Korawakgala, or koravakgal () (wingstones), are stone balustrades, which are located on either side of the stairs/steps leading to the entrance or door of a religious building or structure. They form one of three distinct architectural features at the entrance of most Buddhist structures in Sri Lanka, being the sandakada pahana (moonstone), muragala (guardstones) and the korawakgala (wingstones).

The earliest known korawakgalas were simple and plain structures with no decorations at all, with time they evolved into elaborate structures with exquisite detailed carvings. Korawagala were initially constructed out of wood and then were built using bricks, without any carvings on it. These bricks were moulded in curved shapes to fit in. As they evolved simple stone plaques replaced the brick work. These plaques were detailed only with a few geometric lines to highlight the shape, later, a simple pot or a pillar was added on the exterior wall of the structure.

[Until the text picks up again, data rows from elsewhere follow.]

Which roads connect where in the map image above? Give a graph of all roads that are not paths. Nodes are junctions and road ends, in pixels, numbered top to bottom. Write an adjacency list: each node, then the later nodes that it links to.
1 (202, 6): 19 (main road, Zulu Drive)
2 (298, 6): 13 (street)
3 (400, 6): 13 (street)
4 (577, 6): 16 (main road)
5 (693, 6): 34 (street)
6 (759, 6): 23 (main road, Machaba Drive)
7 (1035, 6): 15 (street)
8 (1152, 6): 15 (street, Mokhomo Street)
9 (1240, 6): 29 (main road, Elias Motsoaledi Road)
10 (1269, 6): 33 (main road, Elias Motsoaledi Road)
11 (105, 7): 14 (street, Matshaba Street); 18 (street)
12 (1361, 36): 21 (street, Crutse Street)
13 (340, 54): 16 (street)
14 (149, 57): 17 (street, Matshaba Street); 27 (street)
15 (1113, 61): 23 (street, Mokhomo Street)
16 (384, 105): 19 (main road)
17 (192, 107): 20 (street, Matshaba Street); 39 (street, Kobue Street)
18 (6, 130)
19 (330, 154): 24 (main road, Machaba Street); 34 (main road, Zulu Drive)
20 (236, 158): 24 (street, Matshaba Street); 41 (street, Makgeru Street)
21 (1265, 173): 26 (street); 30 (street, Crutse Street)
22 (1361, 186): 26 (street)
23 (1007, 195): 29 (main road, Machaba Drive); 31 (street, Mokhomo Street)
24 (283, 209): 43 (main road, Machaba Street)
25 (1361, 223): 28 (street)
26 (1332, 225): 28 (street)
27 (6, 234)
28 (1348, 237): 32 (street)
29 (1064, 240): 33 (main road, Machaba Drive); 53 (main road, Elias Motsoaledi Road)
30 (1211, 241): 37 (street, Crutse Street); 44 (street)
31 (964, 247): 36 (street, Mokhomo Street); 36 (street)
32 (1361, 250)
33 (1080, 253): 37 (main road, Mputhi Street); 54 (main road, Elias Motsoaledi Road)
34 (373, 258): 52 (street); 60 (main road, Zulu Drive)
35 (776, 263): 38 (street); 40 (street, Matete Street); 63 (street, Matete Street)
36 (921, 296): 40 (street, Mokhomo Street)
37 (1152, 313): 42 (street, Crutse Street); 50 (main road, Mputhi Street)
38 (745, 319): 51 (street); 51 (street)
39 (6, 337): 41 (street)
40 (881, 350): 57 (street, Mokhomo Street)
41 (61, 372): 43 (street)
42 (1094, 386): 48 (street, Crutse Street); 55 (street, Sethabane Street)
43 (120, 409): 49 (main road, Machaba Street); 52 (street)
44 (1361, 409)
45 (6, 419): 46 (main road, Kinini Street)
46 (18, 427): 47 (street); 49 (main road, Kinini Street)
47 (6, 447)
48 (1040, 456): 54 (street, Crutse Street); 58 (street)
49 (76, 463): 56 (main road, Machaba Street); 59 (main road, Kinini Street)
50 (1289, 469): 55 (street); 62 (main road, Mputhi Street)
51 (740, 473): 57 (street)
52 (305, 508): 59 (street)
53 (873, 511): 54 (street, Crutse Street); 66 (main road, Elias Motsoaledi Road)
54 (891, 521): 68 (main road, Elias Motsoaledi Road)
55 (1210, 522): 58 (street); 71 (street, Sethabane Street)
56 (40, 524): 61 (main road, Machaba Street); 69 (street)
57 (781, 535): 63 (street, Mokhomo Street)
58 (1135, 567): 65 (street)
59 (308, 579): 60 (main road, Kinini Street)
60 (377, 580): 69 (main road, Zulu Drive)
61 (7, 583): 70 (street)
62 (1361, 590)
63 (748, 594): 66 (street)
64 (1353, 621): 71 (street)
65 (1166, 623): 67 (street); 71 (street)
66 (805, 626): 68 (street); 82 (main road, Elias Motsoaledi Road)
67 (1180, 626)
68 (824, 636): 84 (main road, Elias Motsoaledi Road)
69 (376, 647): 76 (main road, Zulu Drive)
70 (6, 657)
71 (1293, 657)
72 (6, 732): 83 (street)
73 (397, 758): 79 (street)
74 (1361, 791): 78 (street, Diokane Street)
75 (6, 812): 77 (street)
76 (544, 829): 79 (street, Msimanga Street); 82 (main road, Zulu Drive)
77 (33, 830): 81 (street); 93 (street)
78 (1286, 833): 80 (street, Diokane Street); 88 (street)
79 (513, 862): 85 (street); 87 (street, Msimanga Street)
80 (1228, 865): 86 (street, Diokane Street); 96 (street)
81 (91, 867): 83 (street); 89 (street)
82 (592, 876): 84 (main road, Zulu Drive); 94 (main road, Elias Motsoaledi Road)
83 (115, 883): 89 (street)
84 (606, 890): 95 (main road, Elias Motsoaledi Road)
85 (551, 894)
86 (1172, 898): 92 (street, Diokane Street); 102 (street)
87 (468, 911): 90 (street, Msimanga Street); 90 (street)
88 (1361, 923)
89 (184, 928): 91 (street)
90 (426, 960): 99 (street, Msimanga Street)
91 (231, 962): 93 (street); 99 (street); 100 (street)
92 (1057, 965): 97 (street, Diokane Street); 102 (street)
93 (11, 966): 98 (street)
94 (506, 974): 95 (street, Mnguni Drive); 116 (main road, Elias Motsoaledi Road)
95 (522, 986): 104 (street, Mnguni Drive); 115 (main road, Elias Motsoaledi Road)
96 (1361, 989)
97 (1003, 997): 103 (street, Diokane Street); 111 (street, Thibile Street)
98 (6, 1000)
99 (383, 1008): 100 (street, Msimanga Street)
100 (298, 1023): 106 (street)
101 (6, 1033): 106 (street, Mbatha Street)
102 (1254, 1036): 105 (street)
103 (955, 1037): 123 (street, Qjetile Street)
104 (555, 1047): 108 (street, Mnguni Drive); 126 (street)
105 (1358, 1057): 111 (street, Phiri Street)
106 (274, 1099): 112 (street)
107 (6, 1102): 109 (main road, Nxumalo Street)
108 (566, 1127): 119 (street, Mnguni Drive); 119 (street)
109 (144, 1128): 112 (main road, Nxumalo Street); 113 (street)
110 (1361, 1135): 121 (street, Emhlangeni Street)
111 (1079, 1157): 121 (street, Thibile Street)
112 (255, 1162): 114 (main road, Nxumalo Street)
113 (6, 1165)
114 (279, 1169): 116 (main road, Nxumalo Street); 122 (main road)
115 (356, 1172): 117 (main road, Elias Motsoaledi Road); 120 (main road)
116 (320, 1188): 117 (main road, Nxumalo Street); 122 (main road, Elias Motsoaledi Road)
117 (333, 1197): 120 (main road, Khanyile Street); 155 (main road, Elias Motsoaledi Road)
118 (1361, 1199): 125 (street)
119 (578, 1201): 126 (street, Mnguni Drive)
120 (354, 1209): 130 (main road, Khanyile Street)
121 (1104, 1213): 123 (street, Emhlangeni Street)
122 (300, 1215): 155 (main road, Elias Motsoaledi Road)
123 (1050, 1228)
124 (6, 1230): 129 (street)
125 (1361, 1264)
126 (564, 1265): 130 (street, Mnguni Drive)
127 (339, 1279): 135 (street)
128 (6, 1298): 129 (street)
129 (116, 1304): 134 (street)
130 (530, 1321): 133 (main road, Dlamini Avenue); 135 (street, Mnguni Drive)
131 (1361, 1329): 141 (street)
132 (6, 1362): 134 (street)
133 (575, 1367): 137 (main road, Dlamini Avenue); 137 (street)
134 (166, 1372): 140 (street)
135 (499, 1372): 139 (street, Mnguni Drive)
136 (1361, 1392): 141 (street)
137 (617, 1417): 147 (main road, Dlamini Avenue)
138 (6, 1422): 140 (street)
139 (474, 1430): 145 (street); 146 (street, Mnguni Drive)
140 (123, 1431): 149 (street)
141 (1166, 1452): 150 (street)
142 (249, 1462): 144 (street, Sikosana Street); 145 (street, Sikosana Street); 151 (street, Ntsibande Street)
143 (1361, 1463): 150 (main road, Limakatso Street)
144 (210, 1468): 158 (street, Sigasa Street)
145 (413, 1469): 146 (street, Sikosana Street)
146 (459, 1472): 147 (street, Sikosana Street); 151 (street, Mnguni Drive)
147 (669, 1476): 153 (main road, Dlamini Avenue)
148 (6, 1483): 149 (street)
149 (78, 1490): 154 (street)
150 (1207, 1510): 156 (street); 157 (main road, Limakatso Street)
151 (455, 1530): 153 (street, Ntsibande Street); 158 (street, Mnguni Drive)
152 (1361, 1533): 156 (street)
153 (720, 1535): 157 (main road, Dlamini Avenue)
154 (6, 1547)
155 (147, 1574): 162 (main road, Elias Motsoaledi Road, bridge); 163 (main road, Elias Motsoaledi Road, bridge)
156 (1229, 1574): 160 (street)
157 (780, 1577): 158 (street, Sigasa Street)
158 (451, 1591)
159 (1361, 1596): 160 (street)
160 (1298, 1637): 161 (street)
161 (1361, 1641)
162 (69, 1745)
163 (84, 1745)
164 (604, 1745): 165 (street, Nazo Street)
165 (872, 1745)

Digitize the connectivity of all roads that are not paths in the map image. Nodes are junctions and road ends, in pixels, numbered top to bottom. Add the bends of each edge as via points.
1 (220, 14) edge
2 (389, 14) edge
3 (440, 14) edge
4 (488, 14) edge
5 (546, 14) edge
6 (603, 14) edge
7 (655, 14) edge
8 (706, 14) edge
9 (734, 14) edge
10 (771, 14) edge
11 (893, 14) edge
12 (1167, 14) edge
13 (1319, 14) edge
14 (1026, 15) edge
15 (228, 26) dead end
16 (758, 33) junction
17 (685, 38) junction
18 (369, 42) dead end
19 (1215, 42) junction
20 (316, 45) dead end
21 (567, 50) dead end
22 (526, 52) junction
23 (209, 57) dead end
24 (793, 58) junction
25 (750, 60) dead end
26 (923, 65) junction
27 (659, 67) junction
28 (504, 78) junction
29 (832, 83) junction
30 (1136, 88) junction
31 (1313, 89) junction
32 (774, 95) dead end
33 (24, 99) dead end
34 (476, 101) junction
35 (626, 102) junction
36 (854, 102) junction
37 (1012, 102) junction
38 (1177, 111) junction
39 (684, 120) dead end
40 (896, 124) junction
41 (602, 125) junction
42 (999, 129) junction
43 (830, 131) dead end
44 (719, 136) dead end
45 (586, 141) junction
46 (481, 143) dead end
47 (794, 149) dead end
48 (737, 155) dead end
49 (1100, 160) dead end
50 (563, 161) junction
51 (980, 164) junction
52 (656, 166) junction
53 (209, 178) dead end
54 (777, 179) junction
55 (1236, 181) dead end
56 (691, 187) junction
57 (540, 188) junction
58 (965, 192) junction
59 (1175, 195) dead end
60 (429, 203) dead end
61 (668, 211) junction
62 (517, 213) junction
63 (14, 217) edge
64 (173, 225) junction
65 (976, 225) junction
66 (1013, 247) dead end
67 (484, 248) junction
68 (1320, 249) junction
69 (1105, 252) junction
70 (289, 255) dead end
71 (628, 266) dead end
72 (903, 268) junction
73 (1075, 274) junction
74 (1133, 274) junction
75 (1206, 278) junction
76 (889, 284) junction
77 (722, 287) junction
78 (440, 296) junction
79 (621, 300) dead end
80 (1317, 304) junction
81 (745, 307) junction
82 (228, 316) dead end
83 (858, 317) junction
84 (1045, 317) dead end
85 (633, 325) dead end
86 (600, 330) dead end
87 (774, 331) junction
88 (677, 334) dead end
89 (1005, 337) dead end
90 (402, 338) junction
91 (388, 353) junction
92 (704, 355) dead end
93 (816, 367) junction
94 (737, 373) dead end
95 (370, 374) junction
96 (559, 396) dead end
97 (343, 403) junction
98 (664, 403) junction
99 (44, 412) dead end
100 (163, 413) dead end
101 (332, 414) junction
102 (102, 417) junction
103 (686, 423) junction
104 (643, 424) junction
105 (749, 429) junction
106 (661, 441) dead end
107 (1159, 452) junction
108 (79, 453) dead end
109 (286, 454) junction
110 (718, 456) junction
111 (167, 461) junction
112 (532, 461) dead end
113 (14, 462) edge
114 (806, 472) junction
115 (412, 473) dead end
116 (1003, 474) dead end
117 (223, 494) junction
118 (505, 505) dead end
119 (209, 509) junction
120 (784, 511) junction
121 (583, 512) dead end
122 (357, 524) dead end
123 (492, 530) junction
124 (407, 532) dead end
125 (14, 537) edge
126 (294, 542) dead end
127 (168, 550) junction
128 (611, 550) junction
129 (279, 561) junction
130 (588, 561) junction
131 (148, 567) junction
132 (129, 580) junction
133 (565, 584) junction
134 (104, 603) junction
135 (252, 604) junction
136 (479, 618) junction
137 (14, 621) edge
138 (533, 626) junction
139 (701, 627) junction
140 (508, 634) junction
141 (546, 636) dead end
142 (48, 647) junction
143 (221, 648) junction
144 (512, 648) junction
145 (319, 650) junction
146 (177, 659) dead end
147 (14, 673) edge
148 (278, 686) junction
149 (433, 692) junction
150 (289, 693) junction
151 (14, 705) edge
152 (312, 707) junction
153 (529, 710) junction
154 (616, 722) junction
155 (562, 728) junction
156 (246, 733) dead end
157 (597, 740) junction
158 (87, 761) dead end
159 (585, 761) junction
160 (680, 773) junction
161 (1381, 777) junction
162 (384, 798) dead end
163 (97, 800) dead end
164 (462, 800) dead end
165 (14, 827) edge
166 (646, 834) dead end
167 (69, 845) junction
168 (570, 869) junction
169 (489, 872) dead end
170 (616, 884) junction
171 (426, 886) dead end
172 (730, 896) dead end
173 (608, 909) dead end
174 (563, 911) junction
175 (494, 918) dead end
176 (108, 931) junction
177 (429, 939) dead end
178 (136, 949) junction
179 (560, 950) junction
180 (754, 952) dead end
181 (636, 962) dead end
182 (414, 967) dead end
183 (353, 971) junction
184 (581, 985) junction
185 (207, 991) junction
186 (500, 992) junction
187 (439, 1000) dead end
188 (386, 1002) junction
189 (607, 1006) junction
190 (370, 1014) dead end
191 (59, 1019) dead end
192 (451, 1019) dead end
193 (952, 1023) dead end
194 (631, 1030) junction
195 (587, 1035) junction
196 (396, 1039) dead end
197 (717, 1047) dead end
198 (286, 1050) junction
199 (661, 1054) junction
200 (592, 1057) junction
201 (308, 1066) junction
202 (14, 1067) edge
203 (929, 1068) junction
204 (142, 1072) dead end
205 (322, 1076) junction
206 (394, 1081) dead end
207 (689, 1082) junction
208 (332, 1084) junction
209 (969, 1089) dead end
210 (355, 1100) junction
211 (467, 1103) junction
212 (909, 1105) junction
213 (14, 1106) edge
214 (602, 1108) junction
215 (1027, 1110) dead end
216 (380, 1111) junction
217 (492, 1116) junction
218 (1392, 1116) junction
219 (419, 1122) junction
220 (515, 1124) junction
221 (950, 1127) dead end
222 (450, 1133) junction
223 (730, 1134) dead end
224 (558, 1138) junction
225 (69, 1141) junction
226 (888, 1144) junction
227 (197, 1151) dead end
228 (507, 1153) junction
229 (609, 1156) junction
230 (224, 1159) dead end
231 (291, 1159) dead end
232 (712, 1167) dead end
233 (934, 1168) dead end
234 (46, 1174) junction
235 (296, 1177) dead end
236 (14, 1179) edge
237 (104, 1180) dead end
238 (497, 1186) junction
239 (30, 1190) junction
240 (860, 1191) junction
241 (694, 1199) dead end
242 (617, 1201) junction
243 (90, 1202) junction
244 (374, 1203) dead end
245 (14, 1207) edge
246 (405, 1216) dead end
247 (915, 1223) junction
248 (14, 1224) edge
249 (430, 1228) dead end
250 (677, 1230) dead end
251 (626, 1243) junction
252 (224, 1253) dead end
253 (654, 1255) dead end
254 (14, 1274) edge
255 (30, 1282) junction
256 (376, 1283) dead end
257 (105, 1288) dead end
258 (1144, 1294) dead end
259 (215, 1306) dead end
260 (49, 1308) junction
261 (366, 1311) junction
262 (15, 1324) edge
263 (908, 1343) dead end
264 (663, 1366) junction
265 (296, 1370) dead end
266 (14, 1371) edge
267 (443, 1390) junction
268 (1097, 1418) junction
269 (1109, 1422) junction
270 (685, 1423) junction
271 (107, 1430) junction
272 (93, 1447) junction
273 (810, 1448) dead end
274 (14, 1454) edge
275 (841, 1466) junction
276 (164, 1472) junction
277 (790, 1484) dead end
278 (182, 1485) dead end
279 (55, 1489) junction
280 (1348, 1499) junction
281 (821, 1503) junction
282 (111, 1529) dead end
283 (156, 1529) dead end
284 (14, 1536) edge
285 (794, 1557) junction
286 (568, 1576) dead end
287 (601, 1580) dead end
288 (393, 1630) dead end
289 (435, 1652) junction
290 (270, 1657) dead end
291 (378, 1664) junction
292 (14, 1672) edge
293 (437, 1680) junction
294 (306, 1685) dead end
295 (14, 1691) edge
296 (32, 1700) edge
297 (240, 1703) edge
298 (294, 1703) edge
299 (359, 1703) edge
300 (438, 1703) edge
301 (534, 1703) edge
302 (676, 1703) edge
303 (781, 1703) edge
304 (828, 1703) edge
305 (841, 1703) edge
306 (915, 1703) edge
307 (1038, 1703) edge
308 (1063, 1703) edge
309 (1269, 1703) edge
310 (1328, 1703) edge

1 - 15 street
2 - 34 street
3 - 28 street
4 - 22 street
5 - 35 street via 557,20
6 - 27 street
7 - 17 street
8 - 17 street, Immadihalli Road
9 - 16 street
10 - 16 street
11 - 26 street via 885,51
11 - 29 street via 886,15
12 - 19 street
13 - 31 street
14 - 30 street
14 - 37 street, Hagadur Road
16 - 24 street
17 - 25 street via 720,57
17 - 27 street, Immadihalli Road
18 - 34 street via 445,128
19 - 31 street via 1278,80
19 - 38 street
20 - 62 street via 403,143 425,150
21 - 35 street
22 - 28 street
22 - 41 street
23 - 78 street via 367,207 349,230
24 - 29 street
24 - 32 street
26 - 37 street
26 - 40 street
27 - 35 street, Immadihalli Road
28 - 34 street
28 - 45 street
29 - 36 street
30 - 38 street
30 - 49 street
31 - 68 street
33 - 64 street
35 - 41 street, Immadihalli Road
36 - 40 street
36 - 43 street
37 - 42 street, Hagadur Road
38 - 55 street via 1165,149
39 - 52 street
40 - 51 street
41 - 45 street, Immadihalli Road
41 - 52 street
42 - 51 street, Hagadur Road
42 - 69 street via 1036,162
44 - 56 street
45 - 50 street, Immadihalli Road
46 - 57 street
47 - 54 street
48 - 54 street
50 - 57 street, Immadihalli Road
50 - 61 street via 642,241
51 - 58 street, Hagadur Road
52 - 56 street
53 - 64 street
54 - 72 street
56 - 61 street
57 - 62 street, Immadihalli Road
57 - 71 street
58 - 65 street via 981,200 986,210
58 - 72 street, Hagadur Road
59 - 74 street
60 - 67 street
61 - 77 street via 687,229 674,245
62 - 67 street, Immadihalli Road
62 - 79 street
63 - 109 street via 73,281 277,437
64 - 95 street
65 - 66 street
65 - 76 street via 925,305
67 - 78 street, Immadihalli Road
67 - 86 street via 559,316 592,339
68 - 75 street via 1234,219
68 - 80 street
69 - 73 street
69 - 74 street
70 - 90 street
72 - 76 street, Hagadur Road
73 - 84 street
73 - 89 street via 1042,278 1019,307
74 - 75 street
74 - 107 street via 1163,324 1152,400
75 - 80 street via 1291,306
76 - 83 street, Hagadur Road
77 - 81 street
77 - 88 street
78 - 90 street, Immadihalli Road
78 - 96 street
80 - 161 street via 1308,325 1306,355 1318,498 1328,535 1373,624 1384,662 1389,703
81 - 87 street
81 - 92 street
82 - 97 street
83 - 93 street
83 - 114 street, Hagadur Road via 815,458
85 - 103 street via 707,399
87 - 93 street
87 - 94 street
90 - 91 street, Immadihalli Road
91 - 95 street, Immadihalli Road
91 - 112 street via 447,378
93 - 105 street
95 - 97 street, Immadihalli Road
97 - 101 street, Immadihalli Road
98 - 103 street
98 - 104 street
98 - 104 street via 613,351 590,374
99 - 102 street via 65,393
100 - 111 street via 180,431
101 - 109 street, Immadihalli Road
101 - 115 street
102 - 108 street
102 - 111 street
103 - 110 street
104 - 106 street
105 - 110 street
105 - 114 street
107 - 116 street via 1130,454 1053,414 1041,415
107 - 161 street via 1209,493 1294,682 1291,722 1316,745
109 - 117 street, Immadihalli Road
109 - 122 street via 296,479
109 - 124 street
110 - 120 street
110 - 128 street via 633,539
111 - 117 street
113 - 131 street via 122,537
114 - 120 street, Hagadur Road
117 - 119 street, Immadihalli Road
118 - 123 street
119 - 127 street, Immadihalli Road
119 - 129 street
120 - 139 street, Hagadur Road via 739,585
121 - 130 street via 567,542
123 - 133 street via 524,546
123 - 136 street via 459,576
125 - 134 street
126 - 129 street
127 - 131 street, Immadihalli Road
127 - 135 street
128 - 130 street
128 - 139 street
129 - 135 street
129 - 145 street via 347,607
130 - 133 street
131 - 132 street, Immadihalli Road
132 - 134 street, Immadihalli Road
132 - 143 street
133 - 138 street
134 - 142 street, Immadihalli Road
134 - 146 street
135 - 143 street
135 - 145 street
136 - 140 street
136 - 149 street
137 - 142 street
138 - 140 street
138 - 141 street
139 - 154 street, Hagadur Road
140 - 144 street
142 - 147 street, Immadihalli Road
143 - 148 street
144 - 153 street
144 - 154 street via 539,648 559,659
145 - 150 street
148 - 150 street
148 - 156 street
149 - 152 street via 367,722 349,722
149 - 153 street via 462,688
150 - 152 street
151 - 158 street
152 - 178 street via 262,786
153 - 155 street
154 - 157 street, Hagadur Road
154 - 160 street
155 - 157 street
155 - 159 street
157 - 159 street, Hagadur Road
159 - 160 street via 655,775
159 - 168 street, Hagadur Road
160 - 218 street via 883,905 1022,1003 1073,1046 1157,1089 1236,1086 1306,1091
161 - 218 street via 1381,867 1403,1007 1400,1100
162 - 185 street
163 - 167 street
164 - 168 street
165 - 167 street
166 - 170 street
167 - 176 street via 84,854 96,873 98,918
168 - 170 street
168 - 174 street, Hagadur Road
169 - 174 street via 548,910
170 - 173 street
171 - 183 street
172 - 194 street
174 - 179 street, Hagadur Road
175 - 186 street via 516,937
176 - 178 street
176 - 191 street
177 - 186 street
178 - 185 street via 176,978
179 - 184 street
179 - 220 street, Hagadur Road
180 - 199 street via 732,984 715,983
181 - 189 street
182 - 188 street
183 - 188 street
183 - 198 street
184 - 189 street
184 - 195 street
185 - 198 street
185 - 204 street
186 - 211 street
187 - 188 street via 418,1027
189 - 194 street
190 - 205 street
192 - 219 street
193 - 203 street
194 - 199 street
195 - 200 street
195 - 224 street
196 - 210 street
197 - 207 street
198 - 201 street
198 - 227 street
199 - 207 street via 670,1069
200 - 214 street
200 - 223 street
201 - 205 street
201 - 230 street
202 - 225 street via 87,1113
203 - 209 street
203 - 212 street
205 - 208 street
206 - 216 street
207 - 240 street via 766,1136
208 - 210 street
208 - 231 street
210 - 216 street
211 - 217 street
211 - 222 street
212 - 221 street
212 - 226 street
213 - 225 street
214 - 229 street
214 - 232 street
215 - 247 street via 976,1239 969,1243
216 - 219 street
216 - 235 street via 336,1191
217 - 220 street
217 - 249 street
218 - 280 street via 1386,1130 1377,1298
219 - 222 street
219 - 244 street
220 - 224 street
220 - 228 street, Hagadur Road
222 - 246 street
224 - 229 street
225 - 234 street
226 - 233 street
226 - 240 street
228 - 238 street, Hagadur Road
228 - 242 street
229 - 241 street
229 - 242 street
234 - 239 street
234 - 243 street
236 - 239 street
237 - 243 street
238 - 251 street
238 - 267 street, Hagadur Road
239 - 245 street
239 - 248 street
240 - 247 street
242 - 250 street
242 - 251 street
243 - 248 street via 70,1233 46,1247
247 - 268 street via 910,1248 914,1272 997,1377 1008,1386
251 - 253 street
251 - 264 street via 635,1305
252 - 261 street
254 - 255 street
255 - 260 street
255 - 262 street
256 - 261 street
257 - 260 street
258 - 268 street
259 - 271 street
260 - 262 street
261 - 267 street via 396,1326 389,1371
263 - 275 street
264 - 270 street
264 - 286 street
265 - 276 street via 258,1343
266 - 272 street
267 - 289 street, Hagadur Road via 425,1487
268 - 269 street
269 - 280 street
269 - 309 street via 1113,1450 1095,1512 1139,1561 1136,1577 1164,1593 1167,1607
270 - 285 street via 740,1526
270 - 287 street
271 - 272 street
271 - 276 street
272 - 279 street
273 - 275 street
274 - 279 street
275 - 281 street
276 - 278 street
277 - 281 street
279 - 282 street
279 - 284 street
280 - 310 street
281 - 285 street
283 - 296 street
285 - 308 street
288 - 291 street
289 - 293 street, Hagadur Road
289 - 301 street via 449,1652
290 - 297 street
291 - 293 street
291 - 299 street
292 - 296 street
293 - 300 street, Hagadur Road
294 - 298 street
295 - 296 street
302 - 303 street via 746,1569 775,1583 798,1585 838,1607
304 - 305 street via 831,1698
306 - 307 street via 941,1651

The structures subsequently evolved into a smoother shape, curving its edges and then a decorated floral design, incorporating flowers and leaves, entangled together. The most advanced stage of the korawakgala is a makaragala (dragonstones), which incorporates the addition of a heavily decorated makara (dragon), a mythological creature, which consists of various body parts from numerous different animals.  Each of these body parts represent the strongest characteristic of that animal. In addition to these, this imaginary beast is often depicted as breathing flames from its mouth.

elephant's trunk, representing dexterity
lion's paws, strength
crocodile's jaw, demand for respect
boar's ears, acute hearing
fishes body, movement
peacocks tail feathers, splendid beauty.

The makara and floral design were often combined, and in some instances, the outer and inner walls of the korawakgala were heavily carved. Although it is rare to find korawakgalas with decorated inner walls, with the majority being plain and unadorned.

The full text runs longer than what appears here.